(Beginning of SOURCE MATERIAL)

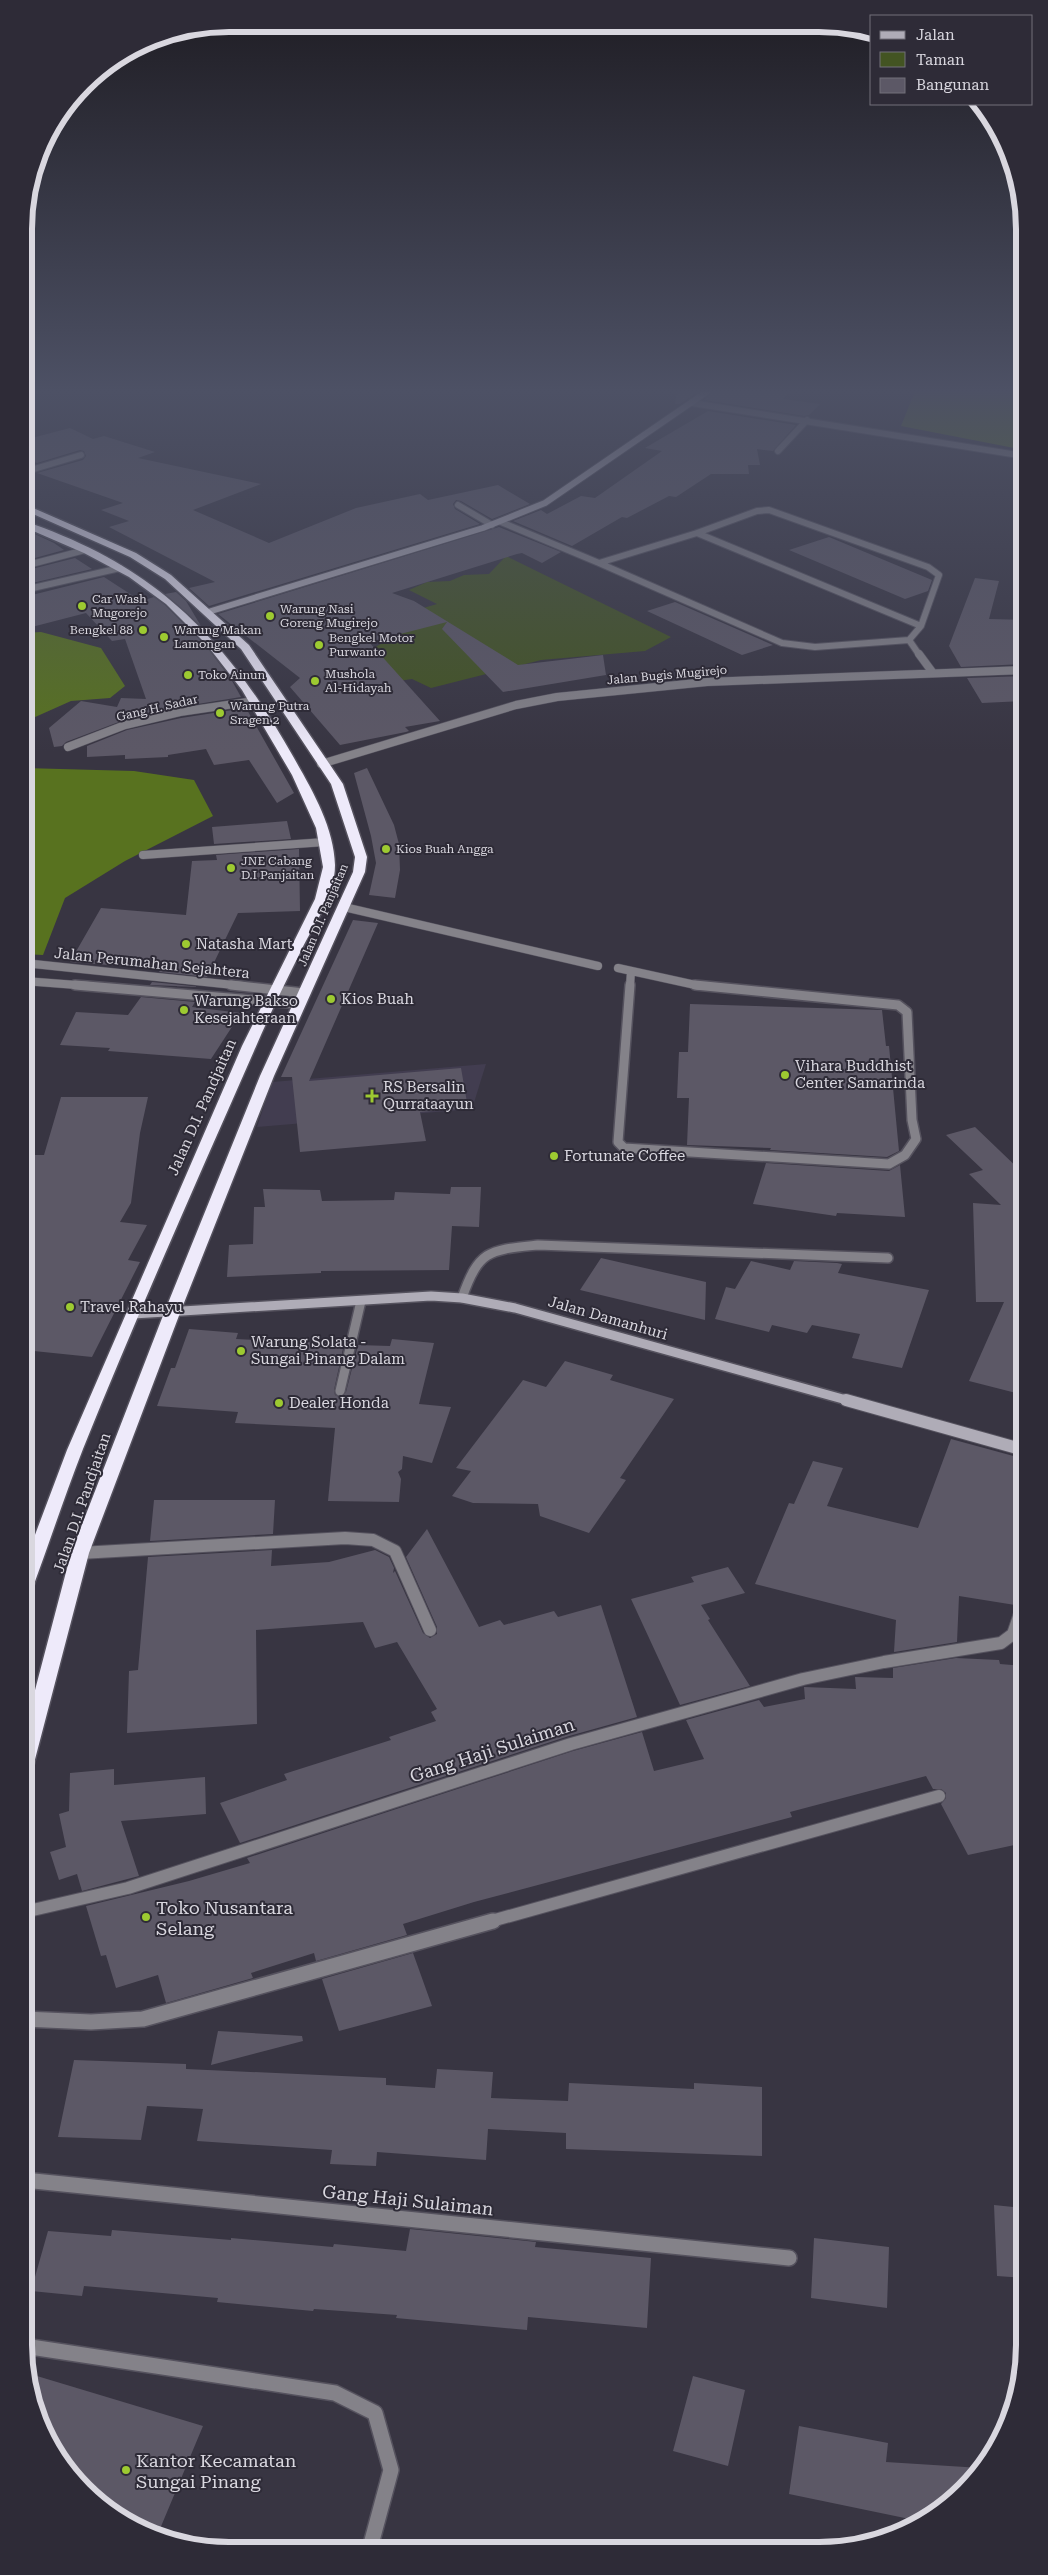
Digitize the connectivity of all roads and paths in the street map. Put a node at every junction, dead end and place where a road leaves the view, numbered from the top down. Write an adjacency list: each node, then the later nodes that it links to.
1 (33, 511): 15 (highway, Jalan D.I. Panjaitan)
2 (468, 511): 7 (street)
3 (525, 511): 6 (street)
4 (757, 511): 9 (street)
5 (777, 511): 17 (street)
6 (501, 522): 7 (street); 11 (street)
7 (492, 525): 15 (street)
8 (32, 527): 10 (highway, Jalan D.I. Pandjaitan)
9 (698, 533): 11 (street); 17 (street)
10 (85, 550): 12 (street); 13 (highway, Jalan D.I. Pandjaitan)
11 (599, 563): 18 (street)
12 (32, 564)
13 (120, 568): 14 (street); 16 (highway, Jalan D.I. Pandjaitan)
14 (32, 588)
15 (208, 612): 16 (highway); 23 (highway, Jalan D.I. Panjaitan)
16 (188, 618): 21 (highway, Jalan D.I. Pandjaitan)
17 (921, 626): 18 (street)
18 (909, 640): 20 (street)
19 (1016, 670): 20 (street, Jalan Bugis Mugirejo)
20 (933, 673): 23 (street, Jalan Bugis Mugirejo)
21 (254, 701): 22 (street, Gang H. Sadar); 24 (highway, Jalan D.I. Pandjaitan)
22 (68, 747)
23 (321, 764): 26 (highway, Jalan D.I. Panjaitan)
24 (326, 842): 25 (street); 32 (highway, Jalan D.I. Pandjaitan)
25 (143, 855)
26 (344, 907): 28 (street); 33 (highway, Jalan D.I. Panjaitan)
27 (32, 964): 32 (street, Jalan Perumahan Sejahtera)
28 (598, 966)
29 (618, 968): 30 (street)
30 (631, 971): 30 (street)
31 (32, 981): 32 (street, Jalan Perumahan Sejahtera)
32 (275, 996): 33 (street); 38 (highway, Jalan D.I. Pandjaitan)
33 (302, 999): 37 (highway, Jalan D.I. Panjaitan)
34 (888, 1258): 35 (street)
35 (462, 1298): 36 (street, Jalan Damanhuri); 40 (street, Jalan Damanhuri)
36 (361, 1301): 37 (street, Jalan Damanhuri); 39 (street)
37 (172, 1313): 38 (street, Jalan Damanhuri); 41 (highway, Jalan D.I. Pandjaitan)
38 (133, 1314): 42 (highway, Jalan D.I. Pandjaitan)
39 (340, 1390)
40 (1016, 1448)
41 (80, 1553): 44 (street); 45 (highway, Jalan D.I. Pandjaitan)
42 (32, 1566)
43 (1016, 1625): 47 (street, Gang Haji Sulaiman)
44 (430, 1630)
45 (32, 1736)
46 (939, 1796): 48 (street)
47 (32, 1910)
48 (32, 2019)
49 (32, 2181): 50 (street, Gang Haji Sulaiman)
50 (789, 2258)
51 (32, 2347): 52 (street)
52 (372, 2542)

(End of SOURCE MATERIAL)

• _THE PROBLEM_:
All that is needed is the data above, repeated exactly, without the pictures.

• _EXERCISE RESULT_:
Digitize the connectivity of all roads and paths in the street map. Put a node at every junction, dead end and place where a road leaves the view, numbered from the top down. Write an adjacency list: each node, then the later nodes that it links to.
1 (33, 511): 15 (highway, Jalan D.I. Panjaitan)
2 (468, 511): 7 (street)
3 (525, 511): 6 (street)
4 (757, 511): 9 (street)
5 (777, 511): 17 (street)
6 (501, 522): 7 (street); 11 (street)
7 (492, 525): 15 (street)
8 (32, 527): 10 (highway, Jalan D.I. Pandjaitan)
9 (698, 533): 11 (street); 17 (street)
10 (85, 550): 12 (street); 13 (highway, Jalan D.I. Pandjaitan)
11 (599, 563): 18 (street)
12 (32, 564)
13 (120, 568): 14 (street); 16 (highway, Jalan D.I. Pandjaitan)
14 (32, 588)
15 (208, 612): 16 (highway); 23 (highway, Jalan D.I. Panjaitan)
16 (188, 618): 21 (highway, Jalan D.I. Pandjaitan)
17 (921, 626): 18 (street)
18 (909, 640): 20 (street)
19 (1016, 670): 20 (street, Jalan Bugis Mugirejo)
20 (933, 673): 23 (street, Jalan Bugis Mugirejo)
21 (254, 701): 22 (street, Gang H. Sadar); 24 (highway, Jalan D.I. Pandjaitan)
22 (68, 747)
23 (321, 764): 26 (highway, Jalan D.I. Panjaitan)
24 (326, 842): 25 (street); 32 (highway, Jalan D.I. Pandjaitan)
25 (143, 855)
26 (344, 907): 28 (street); 33 (highway, Jalan D.I. Panjaitan)
27 (32, 964): 32 (street, Jalan Perumahan Sejahtera)
28 (598, 966)
29 (618, 968): 30 (street)
30 (631, 971): 30 (street)
31 (32, 981): 32 (street, Jalan Perumahan Sejahtera)
32 (275, 996): 33 (street); 38 (highway, Jalan D.I. Pandjaitan)
33 (302, 999): 37 (highway, Jalan D.I. Panjaitan)
34 (888, 1258): 35 (street)
35 (462, 1298): 36 (street, Jalan Damanhuri); 40 (street, Jalan Damanhuri)
36 (361, 1301): 37 (street, Jalan Damanhuri); 39 (street)
37 (172, 1313): 38 (street, Jalan Damanhuri); 41 (highway, Jalan D.I. Pandjaitan)
38 (133, 1314): 42 (highway, Jalan D.I. Pandjaitan)
39 (340, 1390)
40 (1016, 1448)
41 (80, 1553): 44 (street); 45 (highway, Jalan D.I. Pandjaitan)
42 (32, 1566)
43 (1016, 1625): 47 (street, Gang Haji Sulaiman)
44 (430, 1630)
45 (32, 1736)
46 (939, 1796): 48 (street)
47 (32, 1910)
48 (32, 2019)
49 (32, 2181): 50 (street, Gang Haji Sulaiman)
50 (789, 2258)
51 (32, 2347): 52 (street)
52 (372, 2542)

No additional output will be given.